Anthral Labs — Open weights

Anthral Research.

LoRA adapters fine-tuned with GRPO on top of Qwen/Qwen3.5-9B-Base. Trained on retrieval-grounded forecasting questions derived from GDELT events, with strict leakage controls.


I.

Phase 1 — binary forecasting

qwen3.5-9b-gdelt-binary-grpo-phase1

GRPO on 1,015 binary yes/no forecasting questions. Paranoid retrieval — EXPLICIT and IMPLIED leakage stripped. LoRA r=16, α=32. 500 steps.

II.

Phase 2 — mixed binary & free-form

qwen3.5-9b-gdelt-mixed-grpo-phase2

Continued from Phase 1. GRPO on a mixed set of binary and free-form forecasting questions, paranoid retrieval.

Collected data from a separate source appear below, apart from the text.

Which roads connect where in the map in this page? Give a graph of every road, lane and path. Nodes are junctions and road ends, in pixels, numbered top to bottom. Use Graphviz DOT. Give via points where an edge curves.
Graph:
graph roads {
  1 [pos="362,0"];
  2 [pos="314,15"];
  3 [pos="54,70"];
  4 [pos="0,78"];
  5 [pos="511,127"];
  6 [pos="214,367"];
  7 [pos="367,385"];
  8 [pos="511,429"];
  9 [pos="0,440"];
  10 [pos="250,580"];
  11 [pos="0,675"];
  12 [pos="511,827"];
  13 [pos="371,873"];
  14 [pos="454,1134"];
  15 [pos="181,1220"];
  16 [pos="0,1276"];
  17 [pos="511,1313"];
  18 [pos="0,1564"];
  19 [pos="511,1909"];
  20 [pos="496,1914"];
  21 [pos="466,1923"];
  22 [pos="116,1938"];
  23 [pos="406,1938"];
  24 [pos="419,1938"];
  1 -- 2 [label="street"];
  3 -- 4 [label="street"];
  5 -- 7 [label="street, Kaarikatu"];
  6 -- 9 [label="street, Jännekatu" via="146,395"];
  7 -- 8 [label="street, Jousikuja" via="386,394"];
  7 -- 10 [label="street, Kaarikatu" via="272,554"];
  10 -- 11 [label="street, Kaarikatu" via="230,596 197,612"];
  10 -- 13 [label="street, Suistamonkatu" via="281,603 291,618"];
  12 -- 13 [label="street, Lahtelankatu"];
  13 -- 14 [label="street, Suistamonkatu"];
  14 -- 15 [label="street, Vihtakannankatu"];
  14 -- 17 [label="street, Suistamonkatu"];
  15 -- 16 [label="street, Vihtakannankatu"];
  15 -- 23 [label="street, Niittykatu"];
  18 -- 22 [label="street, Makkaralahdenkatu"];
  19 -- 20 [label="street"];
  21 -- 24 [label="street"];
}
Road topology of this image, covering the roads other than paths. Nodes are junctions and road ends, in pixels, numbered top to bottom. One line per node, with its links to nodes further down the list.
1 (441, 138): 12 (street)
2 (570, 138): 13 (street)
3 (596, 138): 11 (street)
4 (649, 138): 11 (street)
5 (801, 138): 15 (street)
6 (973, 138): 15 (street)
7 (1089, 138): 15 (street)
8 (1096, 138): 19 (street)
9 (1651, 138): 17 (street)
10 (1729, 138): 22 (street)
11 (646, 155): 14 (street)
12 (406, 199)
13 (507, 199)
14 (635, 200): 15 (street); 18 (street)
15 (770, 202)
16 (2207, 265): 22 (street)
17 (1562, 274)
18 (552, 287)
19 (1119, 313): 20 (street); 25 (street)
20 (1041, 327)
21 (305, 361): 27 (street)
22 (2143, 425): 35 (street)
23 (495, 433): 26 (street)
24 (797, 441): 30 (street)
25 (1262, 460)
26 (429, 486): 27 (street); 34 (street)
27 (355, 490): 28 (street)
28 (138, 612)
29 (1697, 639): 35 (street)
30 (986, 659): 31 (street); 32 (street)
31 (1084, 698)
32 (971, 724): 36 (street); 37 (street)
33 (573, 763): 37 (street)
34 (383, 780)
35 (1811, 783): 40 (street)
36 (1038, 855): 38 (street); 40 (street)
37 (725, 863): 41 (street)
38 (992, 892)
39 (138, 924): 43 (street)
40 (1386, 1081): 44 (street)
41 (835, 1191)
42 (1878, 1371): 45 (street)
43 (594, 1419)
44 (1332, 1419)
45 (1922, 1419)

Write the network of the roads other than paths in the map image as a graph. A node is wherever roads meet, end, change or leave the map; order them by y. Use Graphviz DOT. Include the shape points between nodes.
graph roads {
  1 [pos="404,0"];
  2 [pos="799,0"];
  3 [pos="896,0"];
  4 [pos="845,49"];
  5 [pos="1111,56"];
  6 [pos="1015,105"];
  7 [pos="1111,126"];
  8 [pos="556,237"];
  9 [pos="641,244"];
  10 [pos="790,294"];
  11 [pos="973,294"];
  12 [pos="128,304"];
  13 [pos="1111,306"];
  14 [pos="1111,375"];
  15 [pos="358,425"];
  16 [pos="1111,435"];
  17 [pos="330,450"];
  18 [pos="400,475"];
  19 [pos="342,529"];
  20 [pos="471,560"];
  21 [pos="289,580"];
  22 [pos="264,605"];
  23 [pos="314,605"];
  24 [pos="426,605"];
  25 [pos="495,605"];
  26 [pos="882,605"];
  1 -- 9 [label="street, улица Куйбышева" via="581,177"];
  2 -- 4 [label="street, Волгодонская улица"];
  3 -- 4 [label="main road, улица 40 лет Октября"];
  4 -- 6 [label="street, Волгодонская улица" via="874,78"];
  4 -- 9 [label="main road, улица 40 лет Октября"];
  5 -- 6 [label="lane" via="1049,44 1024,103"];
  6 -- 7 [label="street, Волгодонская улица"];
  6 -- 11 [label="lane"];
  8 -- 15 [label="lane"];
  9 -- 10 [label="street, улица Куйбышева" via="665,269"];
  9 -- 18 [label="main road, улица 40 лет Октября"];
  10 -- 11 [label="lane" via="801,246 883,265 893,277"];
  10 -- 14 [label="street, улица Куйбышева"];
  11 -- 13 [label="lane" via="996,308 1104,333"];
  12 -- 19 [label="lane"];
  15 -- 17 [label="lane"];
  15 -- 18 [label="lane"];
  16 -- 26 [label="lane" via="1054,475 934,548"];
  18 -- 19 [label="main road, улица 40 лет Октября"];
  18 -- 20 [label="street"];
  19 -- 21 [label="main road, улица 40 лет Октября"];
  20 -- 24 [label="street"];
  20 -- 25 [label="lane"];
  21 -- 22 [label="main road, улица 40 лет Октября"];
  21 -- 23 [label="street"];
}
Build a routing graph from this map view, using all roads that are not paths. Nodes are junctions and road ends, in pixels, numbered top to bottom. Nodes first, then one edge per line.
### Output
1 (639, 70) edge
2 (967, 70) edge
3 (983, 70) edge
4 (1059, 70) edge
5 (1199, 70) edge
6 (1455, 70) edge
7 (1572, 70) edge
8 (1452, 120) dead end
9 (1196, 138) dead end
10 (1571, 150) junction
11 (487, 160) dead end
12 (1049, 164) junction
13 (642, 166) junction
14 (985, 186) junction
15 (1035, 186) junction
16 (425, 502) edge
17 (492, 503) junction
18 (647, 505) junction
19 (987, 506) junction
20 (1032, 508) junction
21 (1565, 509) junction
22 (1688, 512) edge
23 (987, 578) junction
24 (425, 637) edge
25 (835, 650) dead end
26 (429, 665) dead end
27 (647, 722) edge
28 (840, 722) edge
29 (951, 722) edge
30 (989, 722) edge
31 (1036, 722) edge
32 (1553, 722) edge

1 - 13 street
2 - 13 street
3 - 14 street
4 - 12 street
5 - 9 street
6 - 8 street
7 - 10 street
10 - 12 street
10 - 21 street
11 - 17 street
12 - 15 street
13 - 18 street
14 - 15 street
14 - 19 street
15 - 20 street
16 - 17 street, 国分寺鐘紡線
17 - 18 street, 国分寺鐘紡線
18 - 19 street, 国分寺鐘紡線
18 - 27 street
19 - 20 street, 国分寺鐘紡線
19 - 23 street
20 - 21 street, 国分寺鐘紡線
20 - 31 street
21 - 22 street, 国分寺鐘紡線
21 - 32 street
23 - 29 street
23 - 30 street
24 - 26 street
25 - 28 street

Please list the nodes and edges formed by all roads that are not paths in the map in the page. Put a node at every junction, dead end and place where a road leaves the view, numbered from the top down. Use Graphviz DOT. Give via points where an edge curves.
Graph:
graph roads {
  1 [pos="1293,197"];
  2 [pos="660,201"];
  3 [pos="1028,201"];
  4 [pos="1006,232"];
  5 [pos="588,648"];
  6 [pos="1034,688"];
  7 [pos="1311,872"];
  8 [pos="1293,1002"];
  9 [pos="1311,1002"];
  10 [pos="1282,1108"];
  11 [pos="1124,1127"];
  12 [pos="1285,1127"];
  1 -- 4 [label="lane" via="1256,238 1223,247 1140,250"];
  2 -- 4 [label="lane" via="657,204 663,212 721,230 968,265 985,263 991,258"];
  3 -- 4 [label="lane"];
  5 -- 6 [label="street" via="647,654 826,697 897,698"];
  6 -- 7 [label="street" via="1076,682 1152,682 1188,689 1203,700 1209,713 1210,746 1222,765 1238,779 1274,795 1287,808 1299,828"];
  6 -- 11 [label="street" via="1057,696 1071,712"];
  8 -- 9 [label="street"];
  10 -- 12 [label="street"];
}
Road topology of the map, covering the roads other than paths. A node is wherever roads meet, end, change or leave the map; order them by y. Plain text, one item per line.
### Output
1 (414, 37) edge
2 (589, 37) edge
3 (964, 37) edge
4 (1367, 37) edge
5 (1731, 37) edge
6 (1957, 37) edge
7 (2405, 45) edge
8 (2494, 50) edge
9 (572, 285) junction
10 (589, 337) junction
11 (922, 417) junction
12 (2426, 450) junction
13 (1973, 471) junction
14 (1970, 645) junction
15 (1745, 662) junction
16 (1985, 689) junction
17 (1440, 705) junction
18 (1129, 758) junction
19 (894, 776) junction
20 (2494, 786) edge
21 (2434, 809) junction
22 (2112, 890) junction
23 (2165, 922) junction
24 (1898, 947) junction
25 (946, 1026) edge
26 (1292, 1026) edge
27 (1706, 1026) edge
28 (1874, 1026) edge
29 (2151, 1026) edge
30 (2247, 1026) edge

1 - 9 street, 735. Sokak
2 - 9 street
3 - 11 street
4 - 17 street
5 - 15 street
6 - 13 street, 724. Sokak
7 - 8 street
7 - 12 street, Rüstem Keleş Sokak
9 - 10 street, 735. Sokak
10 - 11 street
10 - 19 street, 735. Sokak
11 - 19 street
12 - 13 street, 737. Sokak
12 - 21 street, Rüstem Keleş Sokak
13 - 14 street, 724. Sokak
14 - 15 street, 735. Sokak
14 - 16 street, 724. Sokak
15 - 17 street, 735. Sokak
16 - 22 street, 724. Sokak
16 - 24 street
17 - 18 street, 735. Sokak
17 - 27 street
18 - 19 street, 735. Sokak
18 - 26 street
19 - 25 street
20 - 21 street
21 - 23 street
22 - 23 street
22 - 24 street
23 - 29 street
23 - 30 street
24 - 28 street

Same LoRA configuration.


Quick load

from peft import PeftModel
from transformers import AutoModelForCausalLM, AutoTokenizer

base  = AutoModelForCausalLM.from_pretrained("Qwen/Qwen3.5-9B-Base", torch_dtype="bfloat16", device_map="auto")
tok   = AutoTokenizer.from_pretrained("Qwen/Qwen3.5-9B-Base")
model = PeftModel.from_pretrained(base, "./qwen3.5-9b-gdelt-binary-grpo-phase1")